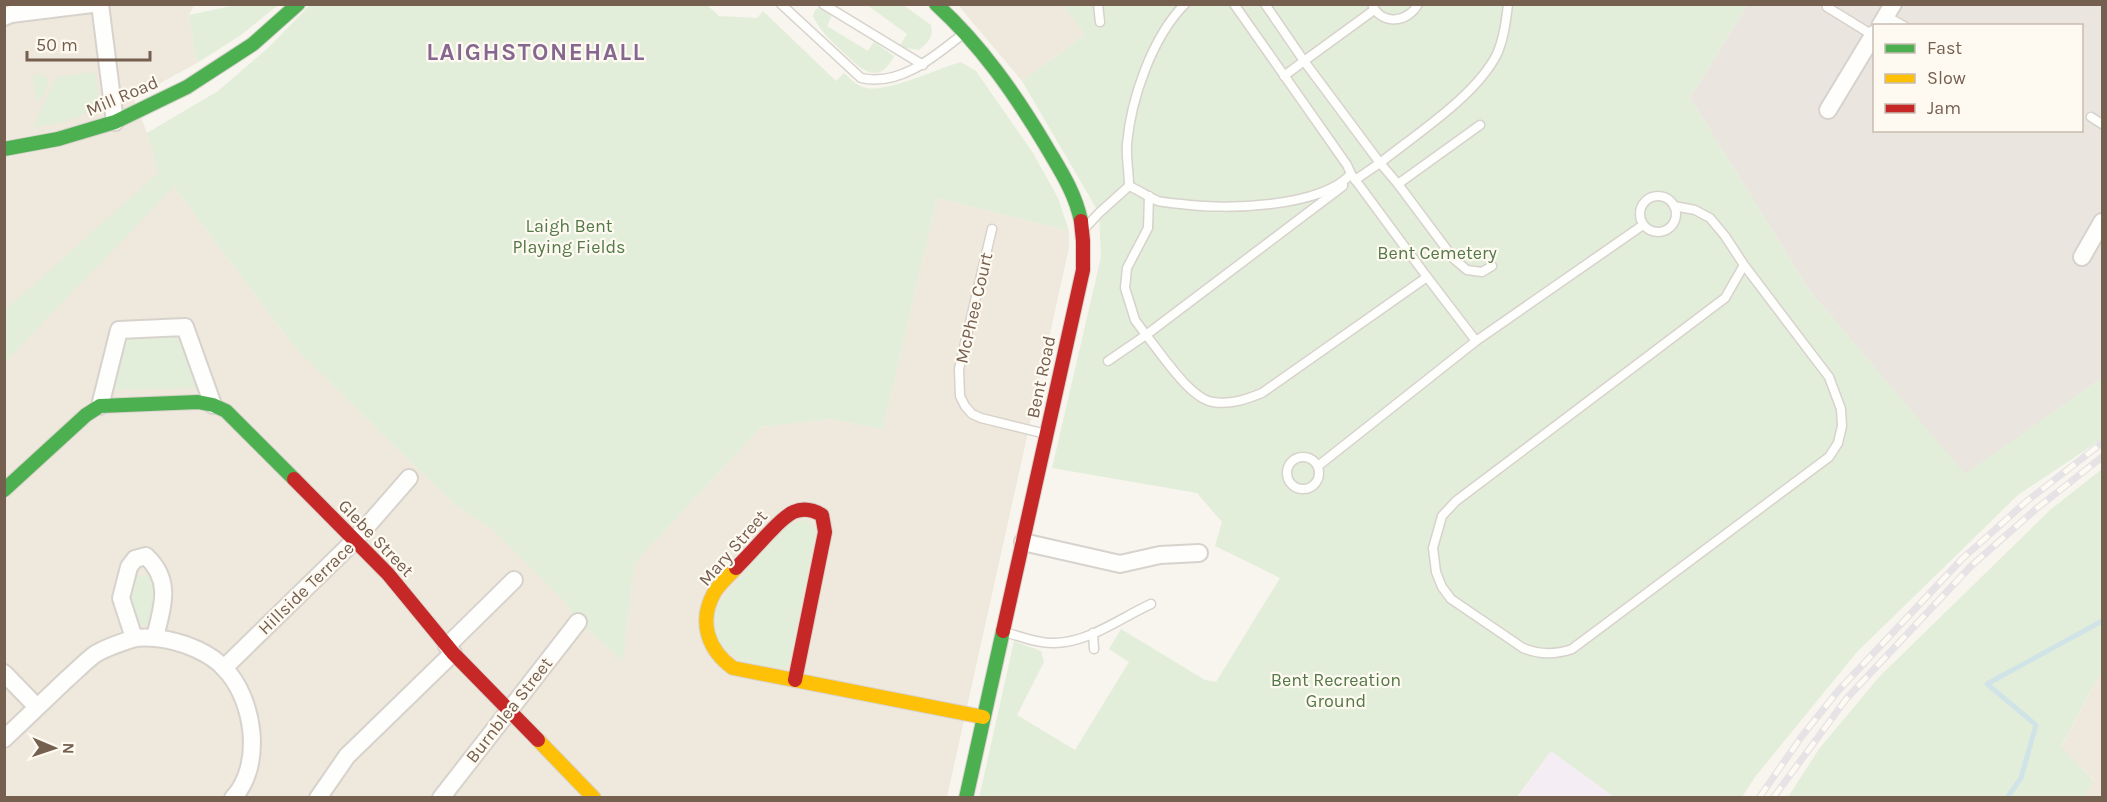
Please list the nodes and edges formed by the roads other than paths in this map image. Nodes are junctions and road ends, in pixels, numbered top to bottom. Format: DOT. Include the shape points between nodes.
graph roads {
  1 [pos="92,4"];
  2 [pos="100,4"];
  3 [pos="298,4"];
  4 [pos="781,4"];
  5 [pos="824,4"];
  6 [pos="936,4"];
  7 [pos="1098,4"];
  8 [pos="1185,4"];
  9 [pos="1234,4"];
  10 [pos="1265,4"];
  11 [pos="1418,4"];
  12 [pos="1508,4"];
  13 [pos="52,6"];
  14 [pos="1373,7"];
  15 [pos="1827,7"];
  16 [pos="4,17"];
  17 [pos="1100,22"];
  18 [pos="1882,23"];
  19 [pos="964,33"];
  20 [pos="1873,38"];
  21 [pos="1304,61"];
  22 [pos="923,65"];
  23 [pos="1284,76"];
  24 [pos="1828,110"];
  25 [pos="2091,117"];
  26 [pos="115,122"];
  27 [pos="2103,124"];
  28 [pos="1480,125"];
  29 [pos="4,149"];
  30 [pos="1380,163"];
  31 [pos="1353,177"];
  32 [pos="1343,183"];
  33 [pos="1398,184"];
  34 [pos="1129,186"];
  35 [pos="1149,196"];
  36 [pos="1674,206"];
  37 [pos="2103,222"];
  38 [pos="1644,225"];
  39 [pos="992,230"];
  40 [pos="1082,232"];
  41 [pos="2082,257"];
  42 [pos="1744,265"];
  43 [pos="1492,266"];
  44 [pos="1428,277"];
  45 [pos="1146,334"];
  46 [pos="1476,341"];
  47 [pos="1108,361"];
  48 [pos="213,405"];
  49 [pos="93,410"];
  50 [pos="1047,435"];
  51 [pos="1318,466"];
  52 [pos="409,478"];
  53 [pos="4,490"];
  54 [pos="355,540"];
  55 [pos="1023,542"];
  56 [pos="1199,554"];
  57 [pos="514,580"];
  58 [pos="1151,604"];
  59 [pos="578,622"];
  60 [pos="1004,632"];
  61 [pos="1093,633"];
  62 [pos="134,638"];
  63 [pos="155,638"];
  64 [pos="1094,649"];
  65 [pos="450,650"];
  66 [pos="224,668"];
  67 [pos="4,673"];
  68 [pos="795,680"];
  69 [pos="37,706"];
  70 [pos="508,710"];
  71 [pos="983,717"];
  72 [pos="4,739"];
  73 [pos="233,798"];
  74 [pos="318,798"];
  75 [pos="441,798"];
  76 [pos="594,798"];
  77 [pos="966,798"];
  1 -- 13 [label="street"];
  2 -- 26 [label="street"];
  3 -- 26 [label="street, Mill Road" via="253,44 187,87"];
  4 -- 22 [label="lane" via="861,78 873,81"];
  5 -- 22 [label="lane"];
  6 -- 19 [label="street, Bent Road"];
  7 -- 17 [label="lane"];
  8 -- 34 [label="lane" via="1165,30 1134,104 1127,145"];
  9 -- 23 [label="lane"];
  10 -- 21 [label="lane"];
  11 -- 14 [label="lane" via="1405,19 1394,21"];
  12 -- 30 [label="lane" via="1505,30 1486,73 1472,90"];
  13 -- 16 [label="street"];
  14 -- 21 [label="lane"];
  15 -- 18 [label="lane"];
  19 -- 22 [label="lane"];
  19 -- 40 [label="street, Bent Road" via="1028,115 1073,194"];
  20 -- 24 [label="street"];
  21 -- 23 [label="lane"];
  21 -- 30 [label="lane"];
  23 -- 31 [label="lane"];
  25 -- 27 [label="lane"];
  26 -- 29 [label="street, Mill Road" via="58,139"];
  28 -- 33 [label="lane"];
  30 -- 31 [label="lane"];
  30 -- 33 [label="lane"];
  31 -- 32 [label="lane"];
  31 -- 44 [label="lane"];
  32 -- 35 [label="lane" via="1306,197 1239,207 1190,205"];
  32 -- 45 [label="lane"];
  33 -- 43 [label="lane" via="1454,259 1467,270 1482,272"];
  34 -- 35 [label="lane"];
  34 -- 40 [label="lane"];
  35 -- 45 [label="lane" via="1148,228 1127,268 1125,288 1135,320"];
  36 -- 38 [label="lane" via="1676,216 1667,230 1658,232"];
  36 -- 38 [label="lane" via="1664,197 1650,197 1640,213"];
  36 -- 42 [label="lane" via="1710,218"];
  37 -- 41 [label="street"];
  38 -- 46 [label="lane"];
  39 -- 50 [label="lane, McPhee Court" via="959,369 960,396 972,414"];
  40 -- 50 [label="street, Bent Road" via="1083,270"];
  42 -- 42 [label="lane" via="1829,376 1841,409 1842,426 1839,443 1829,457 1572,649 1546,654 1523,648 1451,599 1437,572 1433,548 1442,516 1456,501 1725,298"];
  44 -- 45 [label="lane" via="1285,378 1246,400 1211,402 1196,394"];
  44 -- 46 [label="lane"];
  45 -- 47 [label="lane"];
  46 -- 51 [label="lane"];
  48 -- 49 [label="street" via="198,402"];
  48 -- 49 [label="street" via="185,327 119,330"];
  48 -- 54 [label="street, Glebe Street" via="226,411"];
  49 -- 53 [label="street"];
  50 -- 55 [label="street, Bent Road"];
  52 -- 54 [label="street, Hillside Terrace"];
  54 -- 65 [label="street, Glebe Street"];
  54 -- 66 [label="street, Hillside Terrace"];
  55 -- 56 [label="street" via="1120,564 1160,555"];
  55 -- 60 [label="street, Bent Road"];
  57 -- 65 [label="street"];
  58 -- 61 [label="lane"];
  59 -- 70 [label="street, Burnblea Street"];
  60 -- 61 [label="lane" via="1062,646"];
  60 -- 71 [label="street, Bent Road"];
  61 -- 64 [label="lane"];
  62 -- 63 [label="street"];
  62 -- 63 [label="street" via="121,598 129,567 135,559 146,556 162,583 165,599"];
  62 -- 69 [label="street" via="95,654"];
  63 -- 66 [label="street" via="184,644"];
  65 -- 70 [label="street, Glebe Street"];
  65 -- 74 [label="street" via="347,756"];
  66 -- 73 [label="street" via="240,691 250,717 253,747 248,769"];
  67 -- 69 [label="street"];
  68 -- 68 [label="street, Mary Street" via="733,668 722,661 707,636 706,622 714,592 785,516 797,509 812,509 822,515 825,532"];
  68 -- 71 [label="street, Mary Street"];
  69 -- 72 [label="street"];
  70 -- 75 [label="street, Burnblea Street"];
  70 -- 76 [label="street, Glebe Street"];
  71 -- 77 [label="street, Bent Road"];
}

*****

What to work on: Restate the material above word for word; pictures do not belong in the copy.

Exercise response:
Please list the nodes and edges formed by the roads other than paths in this map image. Nodes are junctions and road ends, in pixels, numbered top to bottom. Format: DOT. Include the shape points between nodes.
graph roads {
  1 [pos="92,4"];
  2 [pos="100,4"];
  3 [pos="298,4"];
  4 [pos="781,4"];
  5 [pos="824,4"];
  6 [pos="936,4"];
  7 [pos="1098,4"];
  8 [pos="1185,4"];
  9 [pos="1234,4"];
  10 [pos="1265,4"];
  11 [pos="1418,4"];
  12 [pos="1508,4"];
  13 [pos="52,6"];
  14 [pos="1373,7"];
  15 [pos="1827,7"];
  16 [pos="4,17"];
  17 [pos="1100,22"];
  18 [pos="1882,23"];
  19 [pos="964,33"];
  20 [pos="1873,38"];
  21 [pos="1304,61"];
  22 [pos="923,65"];
  23 [pos="1284,76"];
  24 [pos="1828,110"];
  25 [pos="2091,117"];
  26 [pos="115,122"];
  27 [pos="2103,124"];
  28 [pos="1480,125"];
  29 [pos="4,149"];
  30 [pos="1380,163"];
  31 [pos="1353,177"];
  32 [pos="1343,183"];
  33 [pos="1398,184"];
  34 [pos="1129,186"];
  35 [pos="1149,196"];
  36 [pos="1674,206"];
  37 [pos="2103,222"];
  38 [pos="1644,225"];
  39 [pos="992,230"];
  40 [pos="1082,232"];
  41 [pos="2082,257"];
  42 [pos="1744,265"];
  43 [pos="1492,266"];
  44 [pos="1428,277"];
  45 [pos="1146,334"];
  46 [pos="1476,341"];
  47 [pos="1108,361"];
  48 [pos="213,405"];
  49 [pos="93,410"];
  50 [pos="1047,435"];
  51 [pos="1318,466"];
  52 [pos="409,478"];
  53 [pos="4,490"];
  54 [pos="355,540"];
  55 [pos="1023,542"];
  56 [pos="1199,554"];
  57 [pos="514,580"];
  58 [pos="1151,604"];
  59 [pos="578,622"];
  60 [pos="1004,632"];
  61 [pos="1093,633"];
  62 [pos="134,638"];
  63 [pos="155,638"];
  64 [pos="1094,649"];
  65 [pos="450,650"];
  66 [pos="224,668"];
  67 [pos="4,673"];
  68 [pos="795,680"];
  69 [pos="37,706"];
  70 [pos="508,710"];
  71 [pos="983,717"];
  72 [pos="4,739"];
  73 [pos="233,798"];
  74 [pos="318,798"];
  75 [pos="441,798"];
  76 [pos="594,798"];
  77 [pos="966,798"];
  1 -- 13 [label="street"];
  2 -- 26 [label="street"];
  3 -- 26 [label="street, Mill Road" via="253,44 187,87"];
  4 -- 22 [label="lane" via="861,78 873,81"];
  5 -- 22 [label="lane"];
  6 -- 19 [label="street, Bent Road"];
  7 -- 17 [label="lane"];
  8 -- 34 [label="lane" via="1165,30 1134,104 1127,145"];
  9 -- 23 [label="lane"];
  10 -- 21 [label="lane"];
  11 -- 14 [label="lane" via="1405,19 1394,21"];
  12 -- 30 [label="lane" via="1505,30 1486,73 1472,90"];
  13 -- 16 [label="street"];
  14 -- 21 [label="lane"];
  15 -- 18 [label="lane"];
  19 -- 22 [label="lane"];
  19 -- 40 [label="street, Bent Road" via="1028,115 1073,194"];
  20 -- 24 [label="street"];
  21 -- 23 [label="lane"];
  21 -- 30 [label="lane"];
  23 -- 31 [label="lane"];
  25 -- 27 [label="lane"];
  26 -- 29 [label="street, Mill Road" via="58,139"];
  28 -- 33 [label="lane"];
  30 -- 31 [label="lane"];
  30 -- 33 [label="lane"];
  31 -- 32 [label="lane"];
  31 -- 44 [label="lane"];
  32 -- 35 [label="lane" via="1306,197 1239,207 1190,205"];
  32 -- 45 [label="lane"];
  33 -- 43 [label="lane" via="1454,259 1467,270 1482,272"];
  34 -- 35 [label="lane"];
  34 -- 40 [label="lane"];
  35 -- 45 [label="lane" via="1148,228 1127,268 1125,288 1135,320"];
  36 -- 38 [label="lane" via="1676,216 1667,230 1658,232"];
  36 -- 38 [label="lane" via="1664,197 1650,197 1640,213"];
  36 -- 42 [label="lane" via="1710,218"];
  37 -- 41 [label="street"];
  38 -- 46 [label="lane"];
  39 -- 50 [label="lane, McPhee Court" via="959,369 960,396 972,414"];
  40 -- 50 [label="street, Bent Road" via="1083,270"];
  42 -- 42 [label="lane" via="1829,376 1841,409 1842,426 1839,443 1829,457 1572,649 1546,654 1523,648 1451,599 1437,572 1433,548 1442,516 1456,501 1725,298"];
  44 -- 45 [label="lane" via="1285,378 1246,400 1211,402 1196,394"];
  44 -- 46 [label="lane"];
  45 -- 47 [label="lane"];
  46 -- 51 [label="lane"];
  48 -- 49 [label="street" via="198,402"];
  48 -- 49 [label="street" via="185,327 119,330"];
  48 -- 54 [label="street, Glebe Street" via="226,411"];
  49 -- 53 [label="street"];
  50 -- 55 [label="street, Bent Road"];
  52 -- 54 [label="street, Hillside Terrace"];
  54 -- 65 [label="street, Glebe Street"];
  54 -- 66 [label="street, Hillside Terrace"];
  55 -- 56 [label="street" via="1120,564 1160,555"];
  55 -- 60 [label="street, Bent Road"];
  57 -- 65 [label="street"];
  58 -- 61 [label="lane"];
  59 -- 70 [label="street, Burnblea Street"];
  60 -- 61 [label="lane" via="1062,646"];
  60 -- 71 [label="street, Bent Road"];
  61 -- 64 [label="lane"];
  62 -- 63 [label="street"];
  62 -- 63 [label="street" via="121,598 129,567 135,559 146,556 162,583 165,599"];
  62 -- 69 [label="street" via="95,654"];
  63 -- 66 [label="street" via="184,644"];
  65 -- 70 [label="street, Glebe Street"];
  65 -- 74 [label="street" via="347,756"];
  66 -- 73 [label="street" via="240,691 250,717 253,747 248,769"];
  67 -- 69 [label="street"];
  68 -- 68 [label="street, Mary Street" via="733,668 722,661 707,636 706,622 714,592 785,516 797,509 812,509 822,515 825,532"];
  68 -- 71 [label="street, Mary Street"];
  69 -- 72 [label="street"];
  70 -- 75 [label="street, Burnblea Street"];
  70 -- 76 [label="street, Glebe Street"];
  71 -- 77 [label="street, Bent Road"];
}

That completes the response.